Unfair! LOTR is as good as any fantasy literature churned out by your average pimply geeky seventeen year-old. Only pimply seventeen year olds don't write any more, do they? They play fantasy video games instead, or watch horror movies on DVD. My, my, standards really have fallen over the last 100 years, haven't they?

I have three words for LOTR, which incidentally my father encouraged me to read, and they are: wordy, immature, phoney.

And that's all I have to say about that.

Except that The Hobbit is a much better book- sort of distillation of the other, leaving the shite out, and ending up with a 100 odd page word. Funny, that.

Thursday, 29 January 2004 - 4:54 AM GMT

Name: yidaho
Home Page: http://www.yidaho.com/mt

Not sure if the offer is still running, but they were selling reduced priced hardback copies of Of Mice and Men in quite a few of the larger petrol stations, as well as some other classics.

Thursday, 29 January 2004 - 5:49 AM GMT

Name: emma
Home Page: http://emmaswords.blogspot.com/

I am with you Vanessa!
LOTR sucks, I don't even like the films!

Thursday, 29 January 2004 - 6:54 AM GMT

Name: Vanessa

As is LOTR.

Anyway, enough of this: how did you like Ulysses?

Thursday, 29 January 2004 - 6:55 AM GMT

Name: Vanessa

Is it as homoerotic as the others?

Thursday, 29 January 2004 - 6:56 AM GMT

Name: Vanessa

I musta been distracted by the Jaffa cakes.

Thursday, 29 January 2004 - 8:40 AM GMT

Name: csf
Home Page: http://www.pelvey.com/chew

ah leopald bloom, love,loss, void.
what did that want?

Thursday, 29 January 2004 - 8:57 AM GMT

Name: Vanessa

Lol, I'd not let a damn vile loathsome Potter book enter my doorway, fear not. You're spot on about the terrible writing. Her metaphors are like lumpy porridge. :)

Thursday, 29 January 2004 - 11:25 AM GMT

Name: elbereth

how come you don't like the lotr?is it because there are so many stuff between the lines?Is it because eowyn had the freedom to choose (she was created in the 1940's) .JRR tolkien was a linguist he knew so many languages eowyn = old english for horsejoy -one who rejoices in horses.Is it because he is such a dreamer?maybe you could disregard it as a children's book cos it is not.It is an adult's book cos it deals with so many different things that no one in his time did , he dared to tackle women's freedom and enviromental disaster.

Thursday, 29 January 2004 - 12:34 PM GMT

Name: Vanessa

Women's freedom and environmental disaster were tackled in the 1820s, if I remember aright. Read 'Frankenstein' and see.
I don't like it because it's badly written, not because of its plotting or ambiguities. It's the style of writing, not the subject. I've yet to see a good novel about elves, but I wouldn't assume it can't be done.

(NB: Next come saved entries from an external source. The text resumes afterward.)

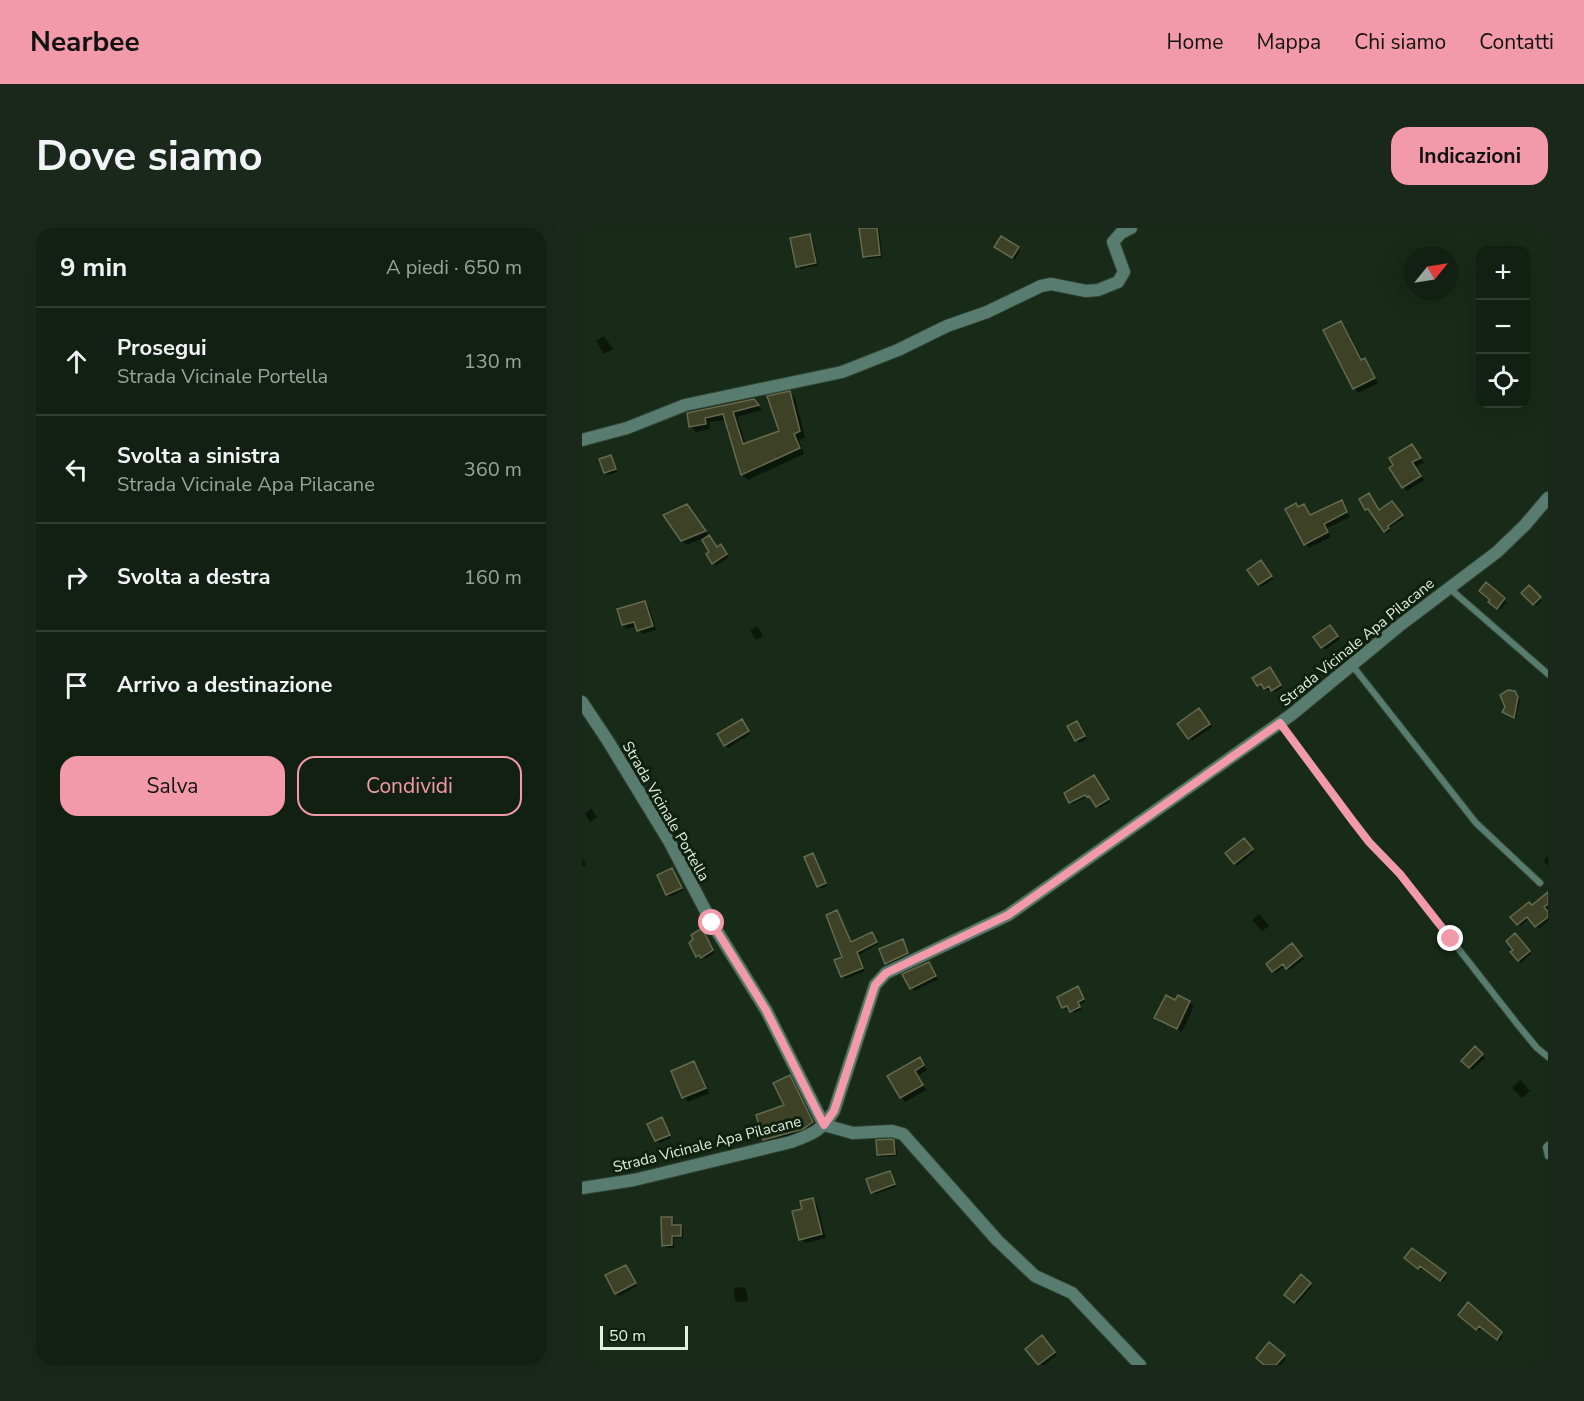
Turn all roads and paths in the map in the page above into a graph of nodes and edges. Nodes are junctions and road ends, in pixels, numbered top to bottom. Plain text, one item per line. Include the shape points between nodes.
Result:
1 (1131, 228) edge
2 (582, 440) edge
3 (1548, 498) edge
4 (1448, 587) junction
5 (1352, 665) junction
6 (1548, 674) edge
7 (582, 702) edge
8 (1280, 723) junction
9 (1540, 883) dead end
10 (1548, 1057) edge
11 (824, 1125) junction
12 (1548, 1145) edge
13 (1548, 1156) edge
14 (582, 1188) edge
15 (1140, 1365) edge

1 - 2 street via 1113,242 1124,272 1118,282 1098,290 1041,286 842,372 685,405 627,428
3 - 4 street, Strada Vicinale Apa Pilacane via 1497,552
4 - 5 street, Strada Vicinale Apa Pilacane
4 - 6 lane
5 - 8 street, Strada Vicinale Apa Pilacane
5 - 9 lane via 1476,823
7 - 11 street, Strada Vicinale Portella via 669,841 712,923 766,1010
8 - 10 lane via 1369,842 1400,874 1524,1033
8 - 11 street, Strada Vicinale Apa Pilacane via 1008,915 886,973 875,985 834,1111
11 - 14 street, Strada Vicinale Apa Pilacane via 791,1142
11 - 15 street via 853,1133 903,1134 997,1240 1035,1276 1072,1293
12 - 13 lane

Do you know what hwaet pa is Old English for? Heh.

Thanks for your comment anyway - sorry you caught me on such a snarky day!

Friday, 30 January 2004 - 9:13 AM GMT

Name: NC

Hmm you neglect to mention that said @#%$! booker winner also won Best First Novel in the Whitbread??

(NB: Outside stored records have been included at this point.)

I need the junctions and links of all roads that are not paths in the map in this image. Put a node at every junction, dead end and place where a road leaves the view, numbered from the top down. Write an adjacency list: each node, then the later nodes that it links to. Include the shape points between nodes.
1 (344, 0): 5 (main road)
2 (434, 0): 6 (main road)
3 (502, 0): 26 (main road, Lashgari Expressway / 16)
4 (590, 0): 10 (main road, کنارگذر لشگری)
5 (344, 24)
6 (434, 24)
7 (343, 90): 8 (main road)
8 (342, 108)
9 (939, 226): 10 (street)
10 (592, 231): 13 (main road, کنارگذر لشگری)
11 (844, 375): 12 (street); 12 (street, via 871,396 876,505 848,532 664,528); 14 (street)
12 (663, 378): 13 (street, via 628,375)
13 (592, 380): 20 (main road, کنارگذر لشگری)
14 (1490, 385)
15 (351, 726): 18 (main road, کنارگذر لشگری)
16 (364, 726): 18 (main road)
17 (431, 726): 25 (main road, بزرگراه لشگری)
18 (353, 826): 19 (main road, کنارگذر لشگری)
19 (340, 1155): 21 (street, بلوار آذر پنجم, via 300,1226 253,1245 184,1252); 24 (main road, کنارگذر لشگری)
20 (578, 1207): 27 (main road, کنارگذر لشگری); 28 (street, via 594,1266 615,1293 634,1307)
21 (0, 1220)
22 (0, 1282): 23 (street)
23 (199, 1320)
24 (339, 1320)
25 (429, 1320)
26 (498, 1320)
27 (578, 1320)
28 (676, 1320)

Friday, 30 January 2004 - 6:15 PM GMT

Name: Vanessa

Yeah, which it should have done. It's a good first novel. It isn't classic. And had the winning novel been allowed into the shortlist in the Booker, DBC Pierre would have been relegated in that 'league' as well.

Friday, 30 January 2004 - 7:58 PM GMT

Name: e
Home Page: http://www.purplepen.net

Dunno, I wasn't reading it for hidden meaning when I was 11. Maybe I need to look at it again.